**Your objective:** Write out the full set of records exactly. Any pictures in them do not belong in the copy.

**Entries supplied:**
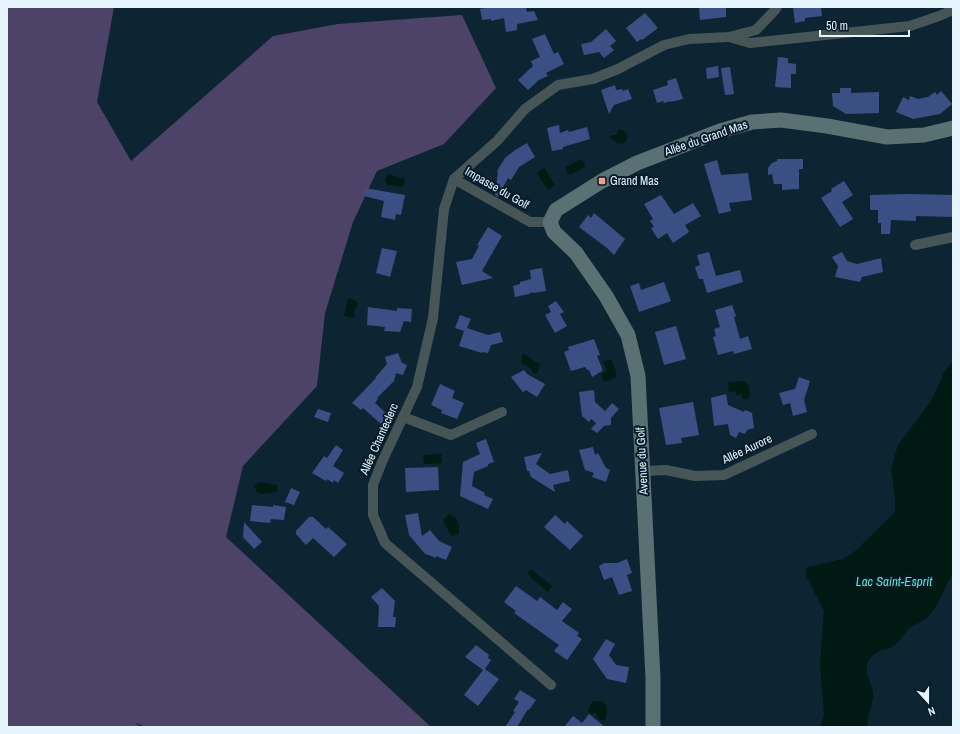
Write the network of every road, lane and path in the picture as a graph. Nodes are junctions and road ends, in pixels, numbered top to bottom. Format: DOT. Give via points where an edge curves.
graph roads {
  1 [pos="777,7"];
  2 [pos="953,10"];
  3 [pos="729,37"];
  4 [pos="953,128"];
  5 [pos="454,179"];
  6 [pos="550,222"];
  7 [pos="953,237"];
  8 [pos="915,245"];
  9 [pos="502,412"];
  10 [pos="403,417"];
  11 [pos="812,434"];
  12 [pos="643,471"];
  13 [pos="552,685"];
  14 [pos="653,727"];
  1 -- 3 [label="street" via="756,30"];
  2 -- 3 [label="street" via="910,26 750,44"];
  3 -- 5 [label="street" via="689,39 664,44 618,69 593,79 558,85 525,109 497,141"];
  4 -- 6 [label="street, Allée du Grand Mas" via="924,135 887,137 781,120 752,122 720,131 637,163 556,210"];
  5 -- 6 [label="street, Impasse du Golf" via="530,222"];
  5 -- 10 [label="street, Allée Chanteclerc" via="444,209 433,318 417,387"];
  6 -- 12 [label="street, Avenue du Golf" via="554,232 576,252 606,296 628,335 638,376"];
  7 -- 8 [label="street"];
  9 -- 10 [label="street" via="451,434"];
  10 -- 13 [label="street, Allée Chanteclerc" via="373,485 373,515 384,543"];
  11 -- 12 [label="street, Allée Aurore" via="724,475 695,476 666,470"];
  12 -- 14 [label="street, Avenue du Golf"];
}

**Expected answer:**
Write the network of every road, lane and path in the picture as a graph. Nodes are junctions and road ends, in pixels, numbered top to bottom. Format: DOT. Give via points where an edge curves.
graph roads {
  1 [pos="777,7"];
  2 [pos="953,10"];
  3 [pos="729,37"];
  4 [pos="953,128"];
  5 [pos="454,179"];
  6 [pos="550,222"];
  7 [pos="953,237"];
  8 [pos="915,245"];
  9 [pos="502,412"];
  10 [pos="403,417"];
  11 [pos="812,434"];
  12 [pos="643,471"];
  13 [pos="552,685"];
  14 [pos="653,727"];
  1 -- 3 [label="street" via="756,30"];
  2 -- 3 [label="street" via="910,26 750,44"];
  3 -- 5 [label="street" via="689,39 664,44 618,69 593,79 558,85 525,109 497,141"];
  4 -- 6 [label="street, Allée du Grand Mas" via="924,135 887,137 781,120 752,122 720,131 637,163 556,210"];
  5 -- 6 [label="street, Impasse du Golf" via="530,222"];
  5 -- 10 [label="street, Allée Chanteclerc" via="444,209 433,318 417,387"];
  6 -- 12 [label="street, Avenue du Golf" via="554,232 576,252 606,296 628,335 638,376"];
  7 -- 8 [label="street"];
  9 -- 10 [label="street" via="451,434"];
  10 -- 13 [label="street, Allée Chanteclerc" via="373,485 373,515 384,543"];
  11 -- 12 [label="street, Allée Aurore" via="724,475 695,476 666,470"];
  12 -- 14 [label="street, Avenue du Golf"];
}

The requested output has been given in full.